Guide — How to read
3つの指標の
読み方
本サイトの各指導法には3つの指標が付いています。
ここでは、それぞれの意味と読み取り方を解説します。
01
学習効果(+◯ヶ月)
+6ヶ月
その指導法を1年間取り入れた学級の子どもが、4月スタートで3月に測定した時、 取り入れなかった場合と比べて、約◯ヶ月先の学力水準に到達したことを示します。
具体的なイメージ
通常、子どもは1学年(12ヶ月)で12ヶ月分の学力が伸びます。 「+6ヶ月」の指導法を取り入れた場合、同じ1年間で18ヶ月分の学力が伸びた—— つまり、3月の時点で通常より約半年先の学力水準に到達したということです。
この数値はどうやって計算されるのか
元になるのは「効果量(effect size)」と呼ばれる統計指標です。 多くの研究結果を統合したメタ分析から得られる効果量を、 学校生活1年分の学習進捗を基準に「月数」に変換しています。
注意すべきこと
- ・この数値は平均値です。すべての子に同じ効果が出るわけではありません
- ・複数の指導法の月数を足し算することはできません(「+6と+5で+11」にはなりません)

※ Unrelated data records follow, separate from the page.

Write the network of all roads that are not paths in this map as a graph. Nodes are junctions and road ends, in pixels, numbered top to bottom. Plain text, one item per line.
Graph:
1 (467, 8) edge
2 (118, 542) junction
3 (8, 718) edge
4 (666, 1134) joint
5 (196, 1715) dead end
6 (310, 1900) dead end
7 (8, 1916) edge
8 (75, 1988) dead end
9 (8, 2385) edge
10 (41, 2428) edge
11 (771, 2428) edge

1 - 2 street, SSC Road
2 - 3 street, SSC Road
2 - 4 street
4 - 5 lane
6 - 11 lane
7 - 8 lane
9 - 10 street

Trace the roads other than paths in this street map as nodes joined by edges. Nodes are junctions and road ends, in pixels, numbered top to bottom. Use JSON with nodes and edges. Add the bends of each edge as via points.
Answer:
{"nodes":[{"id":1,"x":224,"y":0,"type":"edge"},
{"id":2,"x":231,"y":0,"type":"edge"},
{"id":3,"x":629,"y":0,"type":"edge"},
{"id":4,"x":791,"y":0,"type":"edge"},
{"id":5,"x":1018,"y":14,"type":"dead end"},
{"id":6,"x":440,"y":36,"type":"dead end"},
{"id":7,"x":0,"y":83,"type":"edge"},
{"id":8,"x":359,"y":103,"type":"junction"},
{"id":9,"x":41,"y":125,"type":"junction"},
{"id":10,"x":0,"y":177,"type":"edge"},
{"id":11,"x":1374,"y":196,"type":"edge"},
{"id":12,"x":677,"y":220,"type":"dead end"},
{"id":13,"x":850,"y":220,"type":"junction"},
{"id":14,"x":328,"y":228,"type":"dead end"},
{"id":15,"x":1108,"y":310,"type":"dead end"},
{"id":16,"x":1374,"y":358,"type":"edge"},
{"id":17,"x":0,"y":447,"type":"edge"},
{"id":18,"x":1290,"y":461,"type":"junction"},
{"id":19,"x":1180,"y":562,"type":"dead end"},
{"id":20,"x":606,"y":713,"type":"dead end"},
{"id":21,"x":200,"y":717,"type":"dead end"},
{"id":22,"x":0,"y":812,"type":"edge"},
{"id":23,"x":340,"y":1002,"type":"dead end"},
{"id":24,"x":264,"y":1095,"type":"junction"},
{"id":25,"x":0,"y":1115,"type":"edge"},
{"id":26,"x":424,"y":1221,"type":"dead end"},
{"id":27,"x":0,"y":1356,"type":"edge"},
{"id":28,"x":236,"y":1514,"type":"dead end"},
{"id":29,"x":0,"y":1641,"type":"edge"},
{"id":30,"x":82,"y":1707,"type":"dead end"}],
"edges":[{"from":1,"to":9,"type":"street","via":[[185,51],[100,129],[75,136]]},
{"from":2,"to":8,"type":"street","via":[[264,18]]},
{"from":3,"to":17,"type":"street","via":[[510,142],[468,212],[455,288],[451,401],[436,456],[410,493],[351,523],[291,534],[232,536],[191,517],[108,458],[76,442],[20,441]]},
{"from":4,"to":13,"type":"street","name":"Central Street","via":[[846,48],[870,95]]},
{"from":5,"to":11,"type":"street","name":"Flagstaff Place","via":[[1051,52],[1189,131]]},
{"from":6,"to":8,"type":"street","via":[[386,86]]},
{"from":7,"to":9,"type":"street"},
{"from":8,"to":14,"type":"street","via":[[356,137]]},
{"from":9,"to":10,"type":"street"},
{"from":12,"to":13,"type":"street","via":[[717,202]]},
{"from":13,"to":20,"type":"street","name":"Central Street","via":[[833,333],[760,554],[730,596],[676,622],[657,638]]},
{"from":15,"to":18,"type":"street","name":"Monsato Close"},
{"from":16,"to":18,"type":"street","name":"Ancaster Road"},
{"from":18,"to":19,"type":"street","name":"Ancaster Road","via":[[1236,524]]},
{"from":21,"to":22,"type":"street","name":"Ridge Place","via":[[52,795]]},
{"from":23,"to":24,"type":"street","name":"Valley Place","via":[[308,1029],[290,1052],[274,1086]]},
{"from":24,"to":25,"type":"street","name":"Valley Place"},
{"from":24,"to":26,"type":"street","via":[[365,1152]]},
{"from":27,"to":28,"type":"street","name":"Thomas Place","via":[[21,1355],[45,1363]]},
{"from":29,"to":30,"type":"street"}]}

- ・同じ指導法でも、実施の質によって効果は大きく変動します
- ・月数が小さい指導法が「意味がない」のではなく、効果が小さめだということです
目安としての読み方
+1〜3
小さいが
確認できる効果
確認できる効果
+4〜6
中程度〜
大きな効果
大きな効果
+7〜
非常に
大きな効果
大きな効果
02
エビデンスの強さ(★)
★★★★☆
その効果がどれだけ信頼できる研究で確かめられているかを示します。 「効果が大きい」ことと「証拠が確か」であることは別の話です。
★の基準
★☆☆☆☆ 研究の数が少ない、または研究の質が低い。参考程度
★★☆☆☆ いくつかの研究はあるが、結果にばらつきがある
★★★☆☆ 一定数の質の良い研究があり、概ね一致した結果が出ている
★★★★☆ 多数の質の高い研究で繰り返し確認されている
★★★★★ 大規模で堅牢な研究が蓄積しており、結果の信頼性が非常に高い
考慮される要素
- ・研究の数(何本の研究に基づいているか)
- ・研究デザイン(ランダム化比較試験か、観察研究か)
- ・対象者の規模(何人を対象にした研究か)
- ・結果の一貫性(異なる研究で同じ結論が出ているか)
03
導入コスト(¥)
¥¥···
その指導法を導入するのにかかる金銭的・時間的コストの概算です。
¥の基準
¥···· 教師の工夫だけで始められる。特別な予算不要
¥¥··· 少額の教材費、または短時間の研修が必要
¥¥¥·· まとまった教材費、定期的な研修、一部人員の確保が必要
¥¥¥¥· 相当な予算、専門スタッフの配置、または大規模な研修が必要
¥¥¥¥¥ 人員増や施設変更など、組織的な投資が必要
費用対効果の考え方
「+◯ヶ月」の効果が大きくても、コストが見合わない場合があります。 逆に、効果がやや小さくても、¥1つで明日から始められる指導法は、 費用対効果が非常に高いと言えます。 本サイトでは3指標を総合的に見ることをおすすめしています。
3つの指標は、いずれも「絶対的な答え」ではありません。
目の前の子どもと教室の状況を踏まえて、
判断の参考としてお使いください。